I know I have to lose my weight again, once I have delivered the baby. Going through the tedious process that I have been through a year ago…*sigh….

But by the way, I have got the baby scanned. It’s a boy. J

Lamely back in town

Tuesday, January 1st, 2008

Now I’m back in town and finally back with classes. I hope this semester will be the last one that I have to attend the classes since by next semester; I should be ready to write my dissertation. And for that reason, I’m left with no choice with the class schedule but to abide to it. What had happened to me last semester was actually much better than what I have to go through this semester.

The courses that I’ve signed up this semester are as many as what I have taken last semester but the timing for each course is crazy and it has forbidden me to travel to meet my husband. Yes, we are still separated and I just don’t know when will be the right time for us to be together.

Being separated like this may sound all right to some people. But I have tried so hard to get used to it since last semester but it has never turned out to be fine. And right now, my baby is growing and I find it’s not easy to move around without a husband by my side. But yes, both of us own different commitments and life must go on. Since not many options are available, few sacrifices must be met. So I guess that is what I’m doing right now; putting myself together and stay focus.
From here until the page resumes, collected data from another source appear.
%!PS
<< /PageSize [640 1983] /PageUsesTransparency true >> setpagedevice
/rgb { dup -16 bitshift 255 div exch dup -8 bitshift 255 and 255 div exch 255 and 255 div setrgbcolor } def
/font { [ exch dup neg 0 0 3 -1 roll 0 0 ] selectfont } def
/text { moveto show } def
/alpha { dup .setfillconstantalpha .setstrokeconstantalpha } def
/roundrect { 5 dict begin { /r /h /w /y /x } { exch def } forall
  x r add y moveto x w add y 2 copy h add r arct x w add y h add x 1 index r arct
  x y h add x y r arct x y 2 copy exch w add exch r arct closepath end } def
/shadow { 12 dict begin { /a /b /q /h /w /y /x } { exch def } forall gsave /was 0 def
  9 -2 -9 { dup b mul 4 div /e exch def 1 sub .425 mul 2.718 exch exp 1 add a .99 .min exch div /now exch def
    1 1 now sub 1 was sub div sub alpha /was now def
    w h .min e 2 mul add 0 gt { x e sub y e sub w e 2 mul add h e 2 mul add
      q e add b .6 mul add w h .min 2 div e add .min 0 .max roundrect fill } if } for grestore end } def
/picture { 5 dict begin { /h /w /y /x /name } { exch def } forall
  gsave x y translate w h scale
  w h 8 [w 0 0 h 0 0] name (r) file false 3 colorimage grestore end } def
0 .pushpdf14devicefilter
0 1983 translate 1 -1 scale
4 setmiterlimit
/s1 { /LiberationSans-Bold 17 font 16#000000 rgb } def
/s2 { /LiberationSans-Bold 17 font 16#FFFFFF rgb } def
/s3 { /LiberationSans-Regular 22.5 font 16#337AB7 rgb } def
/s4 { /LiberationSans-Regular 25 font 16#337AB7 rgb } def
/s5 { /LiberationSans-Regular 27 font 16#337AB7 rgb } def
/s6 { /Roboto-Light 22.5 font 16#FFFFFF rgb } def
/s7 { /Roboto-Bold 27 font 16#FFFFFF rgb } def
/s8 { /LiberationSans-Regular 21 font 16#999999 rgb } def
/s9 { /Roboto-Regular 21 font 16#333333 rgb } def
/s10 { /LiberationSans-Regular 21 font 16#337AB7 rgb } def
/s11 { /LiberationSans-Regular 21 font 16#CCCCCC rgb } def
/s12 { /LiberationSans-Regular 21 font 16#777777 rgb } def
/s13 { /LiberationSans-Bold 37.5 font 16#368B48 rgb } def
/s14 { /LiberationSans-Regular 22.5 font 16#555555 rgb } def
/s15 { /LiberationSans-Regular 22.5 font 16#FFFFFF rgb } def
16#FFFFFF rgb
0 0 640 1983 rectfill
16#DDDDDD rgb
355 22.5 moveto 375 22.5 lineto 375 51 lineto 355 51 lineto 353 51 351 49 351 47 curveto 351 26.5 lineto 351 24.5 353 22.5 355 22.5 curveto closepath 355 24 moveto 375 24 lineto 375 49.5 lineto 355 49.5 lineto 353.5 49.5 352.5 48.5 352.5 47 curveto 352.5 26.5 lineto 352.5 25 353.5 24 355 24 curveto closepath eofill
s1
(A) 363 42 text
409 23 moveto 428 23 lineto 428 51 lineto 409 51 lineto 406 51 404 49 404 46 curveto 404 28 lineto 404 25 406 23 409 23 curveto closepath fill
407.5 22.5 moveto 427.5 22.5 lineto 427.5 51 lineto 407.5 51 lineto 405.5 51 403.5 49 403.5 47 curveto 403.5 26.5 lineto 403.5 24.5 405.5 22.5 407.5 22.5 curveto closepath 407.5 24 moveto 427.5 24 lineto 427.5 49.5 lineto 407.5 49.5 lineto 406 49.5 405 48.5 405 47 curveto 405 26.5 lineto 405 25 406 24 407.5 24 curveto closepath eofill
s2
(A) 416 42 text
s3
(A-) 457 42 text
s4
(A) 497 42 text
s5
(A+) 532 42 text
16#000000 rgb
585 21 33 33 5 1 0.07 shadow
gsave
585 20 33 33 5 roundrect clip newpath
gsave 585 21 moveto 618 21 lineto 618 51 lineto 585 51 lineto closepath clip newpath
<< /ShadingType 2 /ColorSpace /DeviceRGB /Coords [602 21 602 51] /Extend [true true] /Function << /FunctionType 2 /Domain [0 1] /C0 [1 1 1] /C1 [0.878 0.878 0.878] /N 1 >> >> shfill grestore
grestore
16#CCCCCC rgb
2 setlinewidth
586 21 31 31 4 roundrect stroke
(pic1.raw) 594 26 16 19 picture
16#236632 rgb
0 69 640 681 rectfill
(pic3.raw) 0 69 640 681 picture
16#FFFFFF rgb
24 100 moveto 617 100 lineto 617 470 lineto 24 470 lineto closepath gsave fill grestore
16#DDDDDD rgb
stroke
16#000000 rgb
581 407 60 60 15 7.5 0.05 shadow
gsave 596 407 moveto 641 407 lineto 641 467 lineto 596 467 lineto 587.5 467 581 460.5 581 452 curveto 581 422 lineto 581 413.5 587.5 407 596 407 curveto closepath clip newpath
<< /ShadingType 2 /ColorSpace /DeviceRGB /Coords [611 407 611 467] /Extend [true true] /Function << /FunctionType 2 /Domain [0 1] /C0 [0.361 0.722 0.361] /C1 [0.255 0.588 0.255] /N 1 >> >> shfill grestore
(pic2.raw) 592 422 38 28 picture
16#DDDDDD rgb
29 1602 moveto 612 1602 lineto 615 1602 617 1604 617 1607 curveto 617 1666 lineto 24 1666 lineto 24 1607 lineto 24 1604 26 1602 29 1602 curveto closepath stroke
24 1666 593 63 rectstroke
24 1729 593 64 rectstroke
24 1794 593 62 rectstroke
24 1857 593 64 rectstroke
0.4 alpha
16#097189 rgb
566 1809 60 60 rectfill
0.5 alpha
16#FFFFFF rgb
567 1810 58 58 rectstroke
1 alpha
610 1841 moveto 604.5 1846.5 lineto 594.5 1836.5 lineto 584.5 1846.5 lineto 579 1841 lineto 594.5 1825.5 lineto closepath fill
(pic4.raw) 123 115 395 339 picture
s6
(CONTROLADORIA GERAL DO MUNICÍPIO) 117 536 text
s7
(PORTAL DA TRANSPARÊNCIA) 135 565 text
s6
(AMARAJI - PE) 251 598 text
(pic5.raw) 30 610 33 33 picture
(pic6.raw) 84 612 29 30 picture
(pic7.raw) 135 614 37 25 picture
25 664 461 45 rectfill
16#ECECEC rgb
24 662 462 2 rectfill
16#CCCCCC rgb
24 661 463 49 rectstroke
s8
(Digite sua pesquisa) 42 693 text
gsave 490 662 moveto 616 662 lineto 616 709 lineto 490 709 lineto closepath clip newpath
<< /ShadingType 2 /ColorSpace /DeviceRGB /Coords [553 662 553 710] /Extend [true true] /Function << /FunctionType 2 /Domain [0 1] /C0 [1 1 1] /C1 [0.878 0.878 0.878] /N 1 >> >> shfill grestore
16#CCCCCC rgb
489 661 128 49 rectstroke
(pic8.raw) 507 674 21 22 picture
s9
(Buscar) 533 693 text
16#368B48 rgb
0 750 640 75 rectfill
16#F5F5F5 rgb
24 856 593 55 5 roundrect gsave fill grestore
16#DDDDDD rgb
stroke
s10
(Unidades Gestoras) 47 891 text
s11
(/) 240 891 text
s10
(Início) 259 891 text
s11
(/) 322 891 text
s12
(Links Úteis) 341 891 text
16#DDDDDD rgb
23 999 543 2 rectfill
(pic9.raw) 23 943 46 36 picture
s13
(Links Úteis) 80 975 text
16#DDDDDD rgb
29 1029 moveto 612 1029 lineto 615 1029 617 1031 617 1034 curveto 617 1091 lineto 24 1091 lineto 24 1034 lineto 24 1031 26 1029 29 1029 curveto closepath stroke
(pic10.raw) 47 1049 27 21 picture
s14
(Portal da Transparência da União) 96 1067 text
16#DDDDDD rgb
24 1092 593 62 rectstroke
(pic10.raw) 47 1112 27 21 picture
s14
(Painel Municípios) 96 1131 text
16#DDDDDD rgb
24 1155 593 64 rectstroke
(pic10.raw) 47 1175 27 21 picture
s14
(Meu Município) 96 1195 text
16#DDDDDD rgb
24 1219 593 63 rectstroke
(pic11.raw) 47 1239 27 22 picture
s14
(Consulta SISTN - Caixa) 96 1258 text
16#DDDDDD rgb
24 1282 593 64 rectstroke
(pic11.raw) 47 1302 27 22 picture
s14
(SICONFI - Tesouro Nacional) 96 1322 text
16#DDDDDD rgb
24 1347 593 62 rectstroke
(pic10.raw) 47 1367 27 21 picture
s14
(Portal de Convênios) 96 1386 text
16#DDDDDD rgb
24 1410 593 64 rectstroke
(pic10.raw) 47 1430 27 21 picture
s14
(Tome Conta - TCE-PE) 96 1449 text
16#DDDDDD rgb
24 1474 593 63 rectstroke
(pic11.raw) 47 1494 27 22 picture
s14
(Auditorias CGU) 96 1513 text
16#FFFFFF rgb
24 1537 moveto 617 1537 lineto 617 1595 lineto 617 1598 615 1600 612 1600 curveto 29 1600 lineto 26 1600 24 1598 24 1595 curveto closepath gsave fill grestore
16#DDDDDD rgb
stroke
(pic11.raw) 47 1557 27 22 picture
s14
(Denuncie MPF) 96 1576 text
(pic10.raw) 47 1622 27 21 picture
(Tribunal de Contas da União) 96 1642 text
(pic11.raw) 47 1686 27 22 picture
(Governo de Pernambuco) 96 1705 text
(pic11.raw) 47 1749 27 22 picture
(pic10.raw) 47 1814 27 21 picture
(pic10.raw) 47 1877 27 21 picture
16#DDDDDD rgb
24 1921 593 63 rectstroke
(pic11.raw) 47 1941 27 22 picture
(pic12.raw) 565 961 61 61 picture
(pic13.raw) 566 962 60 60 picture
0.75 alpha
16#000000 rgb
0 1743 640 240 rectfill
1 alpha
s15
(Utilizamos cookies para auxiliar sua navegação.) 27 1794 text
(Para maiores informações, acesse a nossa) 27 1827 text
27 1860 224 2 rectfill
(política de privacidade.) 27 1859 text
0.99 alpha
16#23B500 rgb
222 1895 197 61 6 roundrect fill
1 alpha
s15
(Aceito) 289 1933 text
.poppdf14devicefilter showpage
To be honest, what is said may appear easier than implementing it.

I’m expecting to deliver this baby somewhere in May; it might come out earlier than expected and if it does, I do have another reason to worry because I will be sitting for my final exam at the end of April and I couldn’t help to deliver it during this period. I’m hoping that God has arranged it nicely for me so that I could properly deliver my baby on time as soon as I’m done with my exams. I’m fully aware that my time going to classes this semester will be tougher as the baby is growing and I will totally be on my own striding the sturdy traffic jam in

Federal Highway

.

I can’t help lamenting, and I hope, despite the obstacles obstructing my way, inner strength is still there to guide me through.